** ENTRIES PROVIDED follows **

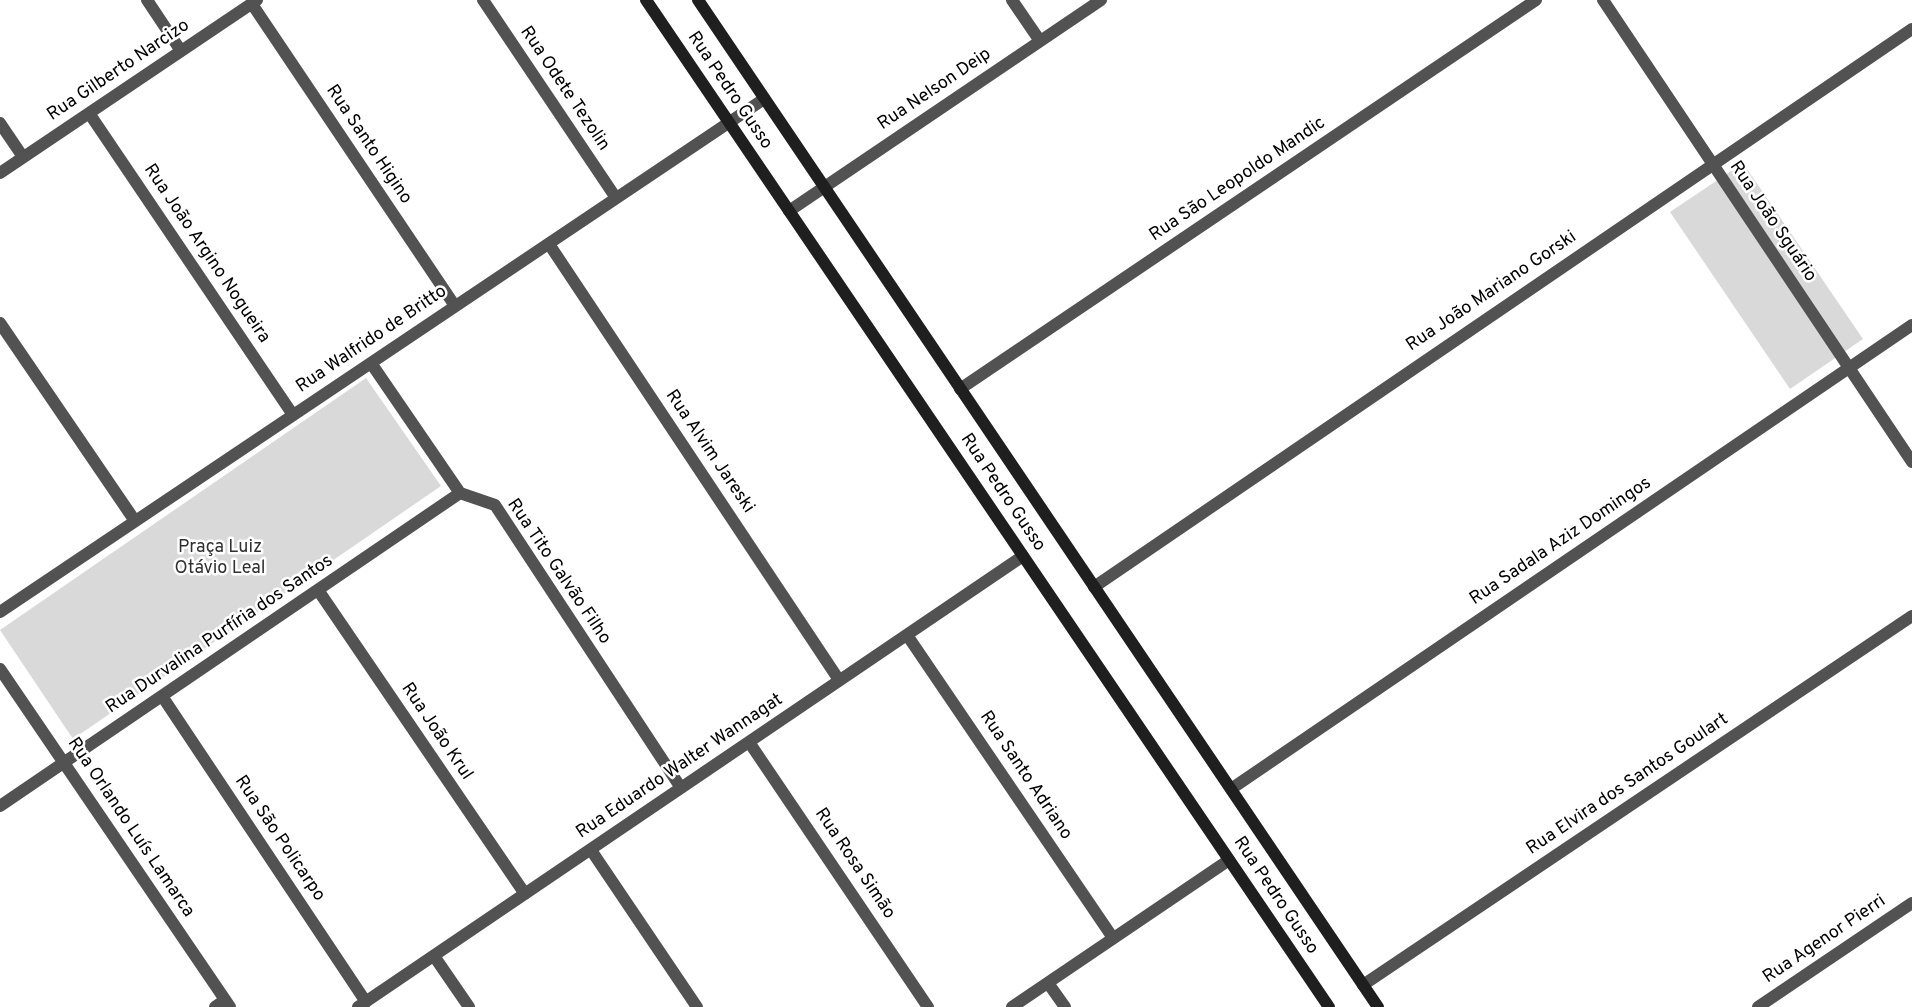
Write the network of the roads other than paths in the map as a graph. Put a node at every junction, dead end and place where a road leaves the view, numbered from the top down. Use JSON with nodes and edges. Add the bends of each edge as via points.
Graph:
{"nodes":[{"id":1,"x":147,"y":0,"type":"edge"},
{"id":2,"x":483,"y":0,"type":"edge"},
{"id":3,"x":645,"y":0,"type":"edge"},
{"id":4,"x":698,"y":0,"type":"edge"},
{"id":5,"x":1012,"y":0,"type":"edge"},
{"id":6,"x":1101,"y":0,"type":"edge"},
{"id":7,"x":1536,"y":0,"type":"edge"},
{"id":8,"x":1603,"y":0,"type":"edge"},
{"id":9,"x":255,"y":2,"type":"edge"},
{"id":10,"x":1912,"y":29,"type":"edge"},
{"id":11,"x":1040,"y":41,"type":"junction"},
{"id":12,"x":181,"y":51,"type":"junction"},
{"id":13,"x":764,"y":99,"type":"junction"},
{"id":14,"x":89,"y":113,"type":"junction"},
{"id":15,"x":0,"y":123,"type":"edge"},
{"id":16,"x":729,"y":123,"type":"junction"},
{"id":17,"x":23,"y":157,"type":"junction"},
{"id":18,"x":1711,"y":164,"type":"junction"},
{"id":19,"x":0,"y":173,"type":"edge"},
{"id":20,"x":824,"y":187,"type":"junction"},
{"id":21,"x":616,"y":198,"type":"junction"},
{"id":22,"x":789,"y":211,"type":"junction"},
{"id":23,"x":549,"y":244,"type":"junction"},
{"id":24,"x":455,"y":306,"type":"junction"},
{"id":25,"x":0,"y":323,"type":"edge"},
{"id":26,"x":1912,"y":325,"type":"edge"},
{"id":27,"x":371,"y":363,"type":"junction"},
{"id":28,"x":1849,"y":368,"type":"junction"},
{"id":29,"x":960,"y":389,"type":"junction"},
{"id":30,"x":293,"y":415,"type":"junction"},
{"id":31,"x":1912,"y":462,"type":"edge"},
{"id":32,"x":460,"y":493,"type":"junction"},
{"id":33,"x":135,"y":522,"type":"junction"},
{"id":34,"x":1023,"y":556,"type":"junction"},
{"id":35,"x":1094,"y":586,"type":"junction"},
{"id":36,"x":318,"y":590,"type":"junction"},
{"id":37,"x":0,"y":612,"type":"edge"},
{"id":38,"x":1912,"y":616,"type":"edge"},
{"id":39,"x":907,"y":635,"type":"junction"},
{"id":40,"x":0,"y":669,"type":"edge"},
{"id":41,"x":839,"y":680,"type":"junction"},
{"id":42,"x":162,"y":696,"type":"junction"},
{"id":43,"x":749,"y":742,"type":"junction"},
{"id":44,"x":64,"y":763,"type":"junction"},
{"id":45,"x":681,"y":788,"type":"junction"},
{"id":46,"x":1231,"y":789,"type":"junction"},
{"id":47,"x":0,"y":806,"type":"edge"},
{"id":48,"x":591,"y":850,"type":"junction"},
{"id":49,"x":1229,"y":860,"type":"junction"},
{"id":50,"x":525,"y":894,"type":"junction"},
{"id":51,"x":1912,"y":903,"type":"edge"},
{"id":52,"x":1113,"y":938,"type":"junction"},
{"id":53,"x":434,"y":956,"type":"junction"},
{"id":54,"x":1048,"y":983,"type":"junction"},
{"id":55,"x":1363,"y":985,"type":"junction"},
{"id":56,"x":362,"y":1004,"type":"edge"},
{"id":57,"x":224,"y":1005,"type":"edge"},
{"id":58,"x":469,"y":1007,"type":"edge"},
{"id":59,"x":697,"y":1007,"type":"edge"},
{"id":60,"x":928,"y":1007,"type":"edge"},
{"id":61,"x":1012,"y":1007,"type":"edge"},
{"id":62,"x":1065,"y":1007,"type":"edge"},
{"id":63,"x":1329,"y":1007,"type":"edge"},
{"id":64,"x":1378,"y":1007,"type":"edge"},
{"id":65,"x":1758,"y":1007,"type":"edge"}],
"edges":[{"from":1,"to":12,"type":"street"},
{"from":2,"to":21,"type":"street","name":"Rua Odete Tezolin"},
{"from":3,"to":16,"type":"main road","name":"Rua Pedro Gusso"},
{"from":4,"to":13,"type":"main road","name":"Rua Pedro Gusso"},
{"from":5,"to":11,"type":"street"},
{"from":6,"to":11,"type":"street","name":"Rua Nelson Deip"},
{"from":7,"to":29,"type":"street","name":"Rua São Leopoldo Mandic"},
{"from":8,"to":18,"type":"street","name":"Rua João Sguário"},
{"from":9,"to":12,"type":"street","name":"Rua Gilberto Narcizo"},
{"from":9,"to":24,"type":"street","name":"Rua Santo Higino"},
{"from":10,"to":18,"type":"street","name":"Rua João Mariano Gorski"},
{"from":11,"to":20,"type":"street","name":"Rua Nelson Deip"},
{"from":12,"to":14,"type":"street","name":"Rua Gilberto Narcizo"},
{"from":13,"to":16,"type":"street","name":"Rua Walfrido de Britto"},
{"from":13,"to":20,"type":"main road","name":"Rua Pedro Gusso"},
{"from":14,"to":17,"type":"street","name":"Rua Gilberto Narcizo"},
{"from":14,"to":30,"type":"street","name":"Rua João Argino Nogueira"},
{"from":15,"to":17,"type":"street"},
{"from":16,"to":21,"type":"street","name":"Rua Walfrido de Britto"},
{"from":16,"to":22,"type":"main road","name":"Rua Pedro Gusso"},
{"from":17,"to":19,"type":"street","name":"Rua Gilberto Narcizo"},
{"from":18,"to":28,"type":"street","name":"Rua João Sguário"},
{"from":18,"to":35,"type":"street","name":"Rua João Mariano Gorski"},
{"from":20,"to":22,"type":"street","name":"Rua Nelson Deip"},
{"from":20,"to":29,"type":"main road","name":"Rua Pedro Gusso"},
{"from":21,"to":23,"type":"street","name":"Rua Walfrido de Britto"},
{"from":22,"to":34,"type":"main road","name":"Rua Pedro Gusso"},
{"from":23,"to":24,"type":"street","name":"Rua Walfrido de Britto"},
{"from":23,"to":41,"type":"street","name":"Rua Alvim Jareski"},
{"from":24,"to":27,"type":"street","name":"Rua Walfrido de Britto"},
{"from":25,"to":33,"type":"street"},
{"from":26,"to":28,"type":"street","name":"Rua Sadala Aziz Domingos"},
{"from":27,"to":30,"type":"street","name":"Rua Walfrido de Britto"},
{"from":27,"to":32,"type":"street"},
{"from":28,"to":31,"type":"street","name":"Rua João Sguário"},
{"from":28,"to":46,"type":"street","name":"Rua Sadala Aziz Domingos"},
{"from":29,"to":35,"type":"main road","name":"Rua Pedro Gusso"},
{"from":30,"to":33,"type":"street","name":"Rua Walfrido de Britto"},
{"from":32,"to":36,"type":"street","name":"Rua Durvalina Purfíria dos Santos"},
{"from":32,"to":45,"type":"street","name":"Rua Tito Galvão Filho","via":[[495,505]]},
{"from":33,"to":37,"type":"street","name":"Rua Walfrido de Britto"},
{"from":34,"to":39,"type":"street","name":"Rua Eduardo Walter Wannagat"},
{"from":34,"to":49,"type":"main road","name":"Rua Pedro Gusso"},
{"from":35,"to":46,"type":"main road","name":"Rua Pedro Gusso"},
{"from":36,"to":42,"type":"street","name":"Rua Durvalina Purfíria dos Santos"},
{"from":36,"to":50,"type":"street","name":"Rua João Krul"},
{"from":38,"to":55,"type":"street","name":"Rua Elvira dos Santos Goulart"},
{"from":39,"to":41,"type":"street","name":"Rua Eduardo Walter Wannagat"},
{"from":39,"to":52,"type":"street","name":"Rua Santo Adriano"},
{"from":40,"to":44,"type":"street","name":"Rua Orlando Luís Lamarca"},
{"from":41,"to":43,"type":"street","name":"Rua Eduardo Walter Wannagat"},
{"from":42,"to":44,"type":"street","name":"Rua Durvalina Purfíria dos Santos"},
{"from":42,"to":56,"type":"street","name":"Rua São Policarpo"},
{"from":43,"to":45,"type":"street","name":"Rua Eduardo Walter Wannagat"},
{"from":43,"to":60,"type":"street","name":"Rua Rosa Simão"},
{"from":44,"to":47,"type":"street","name":"Rua Durvalina Purfíria dos Santos"},
{"from":44,"to":57,"type":"street","name":"Rua Orlando Luís Lamarca"},
{"from":45,"to":48,"type":"street","name":"Rua Eduardo Walter Wannagat"},
{"from":46,"to":55,"type":"main road","name":"Rua Pedro Gusso"},
{"from":48,"to":50,"type":"street","name":"Rua Eduardo Walter Wannagat"},
{"from":48,"to":59,"type":"street"},
{"from":49,"to":52,"type":"street"},
{"from":49,"to":63,"type":"main road","name":"Rua Pedro Gusso"},
{"from":50,"to":53,"type":"street","name":"Rua Eduardo Walter Wannagat"},
{"from":51,"to":65,"type":"street","name":"Rua Agenor Pierri"},
{"from":52,"to":54,"type":"street"},
{"from":53,"to":56,"type":"street","name":"Rua Eduardo Walter Wannagat"},
{"from":53,"to":58,"type":"street"},
{"from":54,"to":61,"type":"street"},
{"from":54,"to":62,"type":"street"},
{"from":55,"to":64,"type":"main road","name":"Rua Pedro Gusso"}]}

** End of ENTRIES PROVIDED **

**WHAT THE EXERCISE ASKS:**
Look through the entries above. Copy out every line holding the word "Mariano".

**TASK RESULT:**
{"from":10,"to":18,"type":"street","name":"Rua João Mariano Gorski"},
{"from":18,"to":35,"type":"street","name":"Rua João Mariano Gorski"},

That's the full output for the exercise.